=== Problem description ===
Your task is to give the listing below back word for word, pictures excluded.

====== Data under study ======

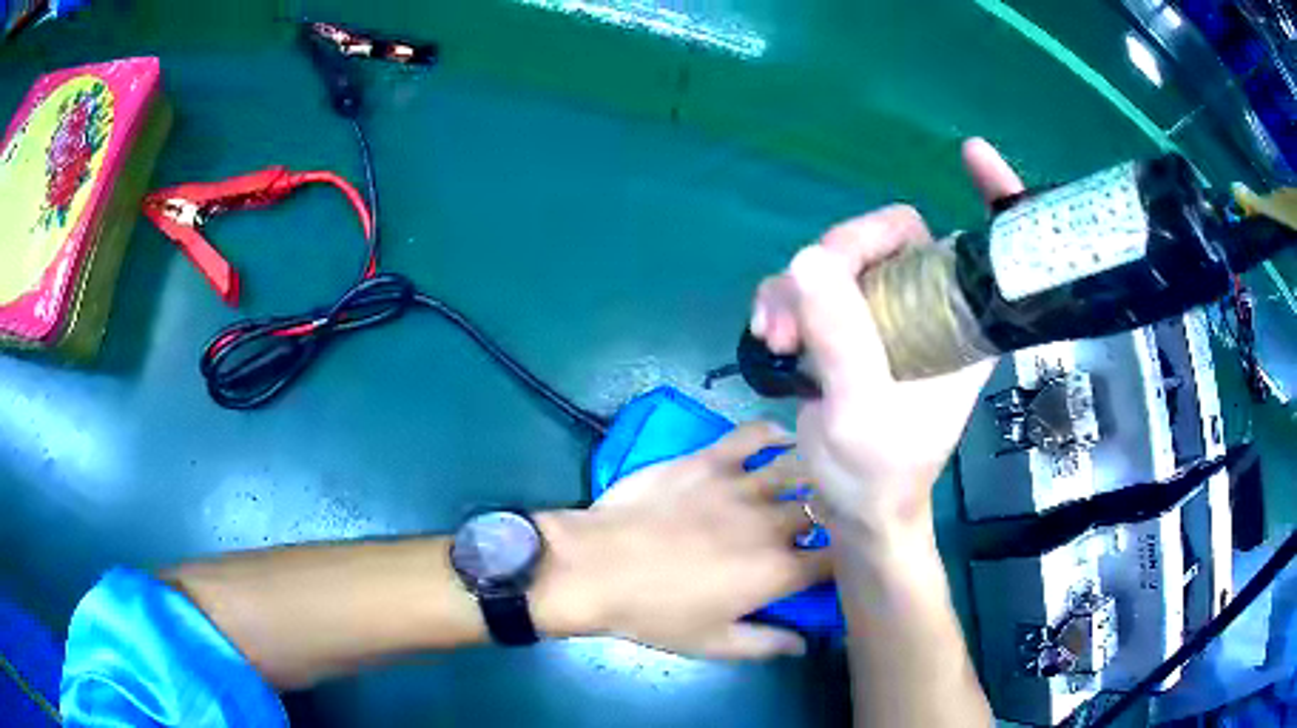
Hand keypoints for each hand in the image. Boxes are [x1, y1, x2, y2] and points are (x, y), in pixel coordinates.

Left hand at [541, 422, 829, 658]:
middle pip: (821, 510)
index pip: (835, 560)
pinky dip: (773, 433)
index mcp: (777, 572)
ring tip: (817, 475)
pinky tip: (782, 439)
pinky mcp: (710, 460)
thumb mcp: (712, 644)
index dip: (845, 559)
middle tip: (824, 520)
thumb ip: (766, 644)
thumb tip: (806, 644)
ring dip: (812, 473)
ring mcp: (742, 485)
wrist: (595, 568)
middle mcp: (771, 523)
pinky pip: (752, 435)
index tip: (839, 560)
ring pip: (798, 468)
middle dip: (829, 516)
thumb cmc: (654, 613)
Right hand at [750, 138, 1024, 535]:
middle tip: (802, 293)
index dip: (995, 198)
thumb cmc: (879, 472)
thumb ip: (843, 337)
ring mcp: (886, 312)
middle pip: (891, 236)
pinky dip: (784, 300)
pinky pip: (812, 283)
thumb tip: (806, 258)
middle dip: (842, 252)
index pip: (990, 248)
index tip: (973, 154)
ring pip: (842, 257)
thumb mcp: (862, 412)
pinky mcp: (849, 321)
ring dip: (799, 285)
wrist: (852, 505)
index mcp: (962, 325)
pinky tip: (769, 335)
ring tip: (777, 336)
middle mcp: (930, 307)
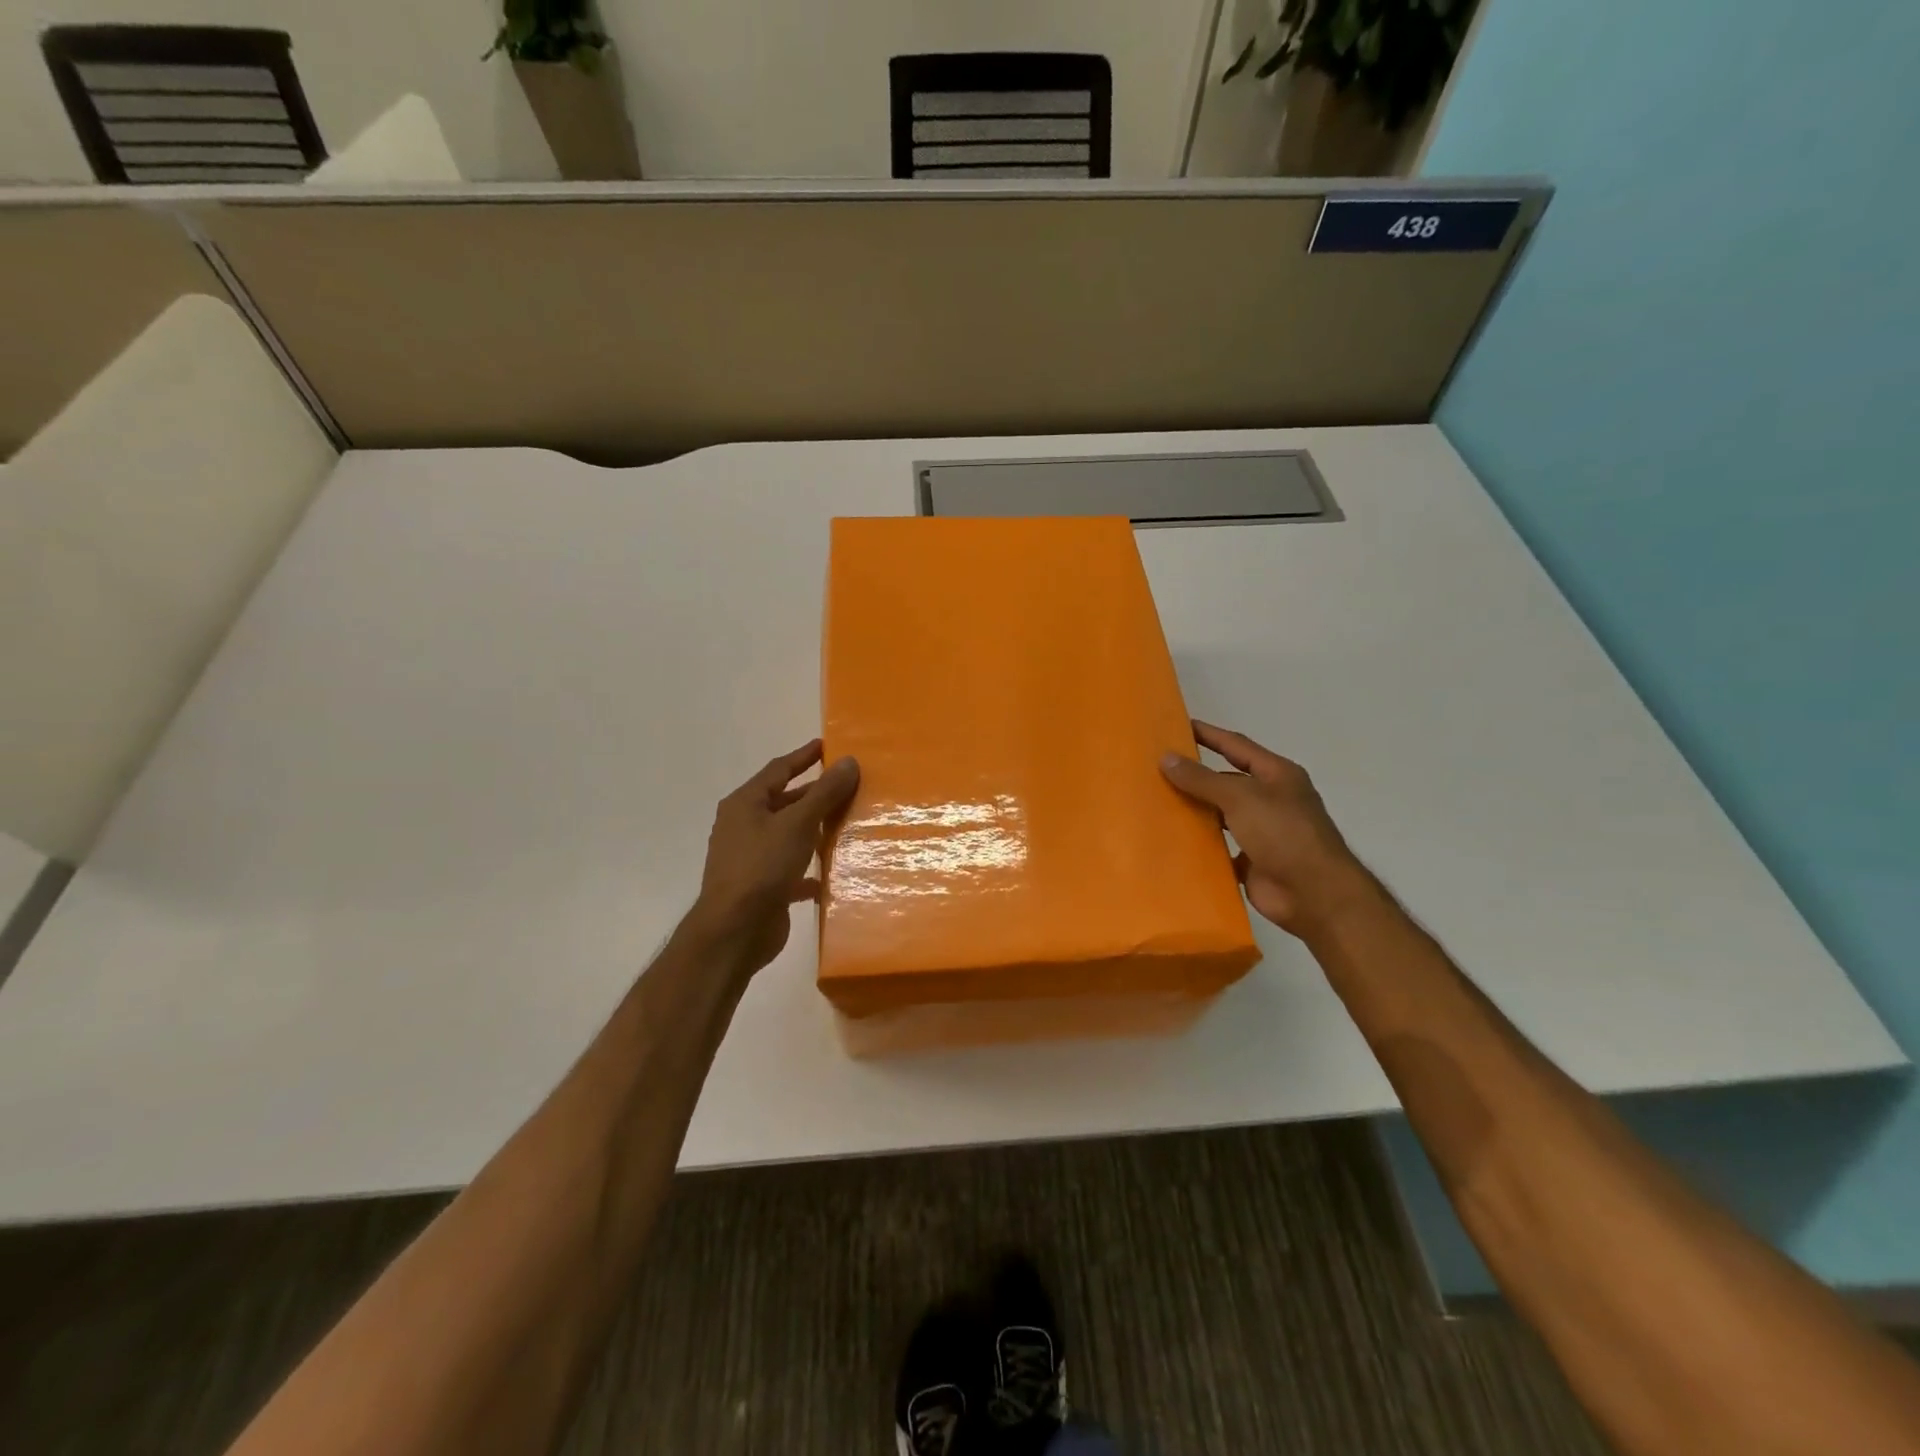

======

=== The completed task ===
Hand keypoints for each hand in the image. Boxes are [x1, y1, x2, y2] and points are (x, y), in pixel coordinates.

Left hand at [541, 422, 829, 658]:
middle pip: (821, 510)
index pip: (835, 560)
pinky dip: (773, 433)
index mcp: (777, 572)
ring tip: (817, 475)
pinky tip: (782, 439)
pinky mcp: (710, 460)
thumb mcp: (712, 644)
index dip: (845, 559)
middle tip: (824, 520)
thumb ip: (766, 644)
thumb tip: (806, 644)
ring dip: (812, 473)
ring mcp: (742, 485)
wrist: (595, 568)
middle mcp: (771, 523)
pinky pip: (752, 435)
index tip: (839, 560)
ring pip: (798, 468)
middle dip: (829, 516)
thumb cmc: (654, 613)
Right hand at [750, 138, 1024, 535]:
middle tip: (802, 293)
index dip: (995, 198)
thumb cmc: (879, 472)
thumb ip: (843, 337)
ring mcp: (886, 312)
middle pip: (891, 236)
pinky dip: (784, 300)
pinky pip: (812, 283)
thumb tip: (806, 258)
middle dip: (842, 252)
index pip: (990, 248)
index tip: (973, 154)
ring pip: (842, 257)
thumb mcp: (862, 412)
pinky mcp: (849, 321)
ring dip: (799, 285)
wrist: (852, 505)
index mcp: (962, 325)
pinky tip: (769, 335)
ring tip: (777, 336)
middle mcp: (930, 307)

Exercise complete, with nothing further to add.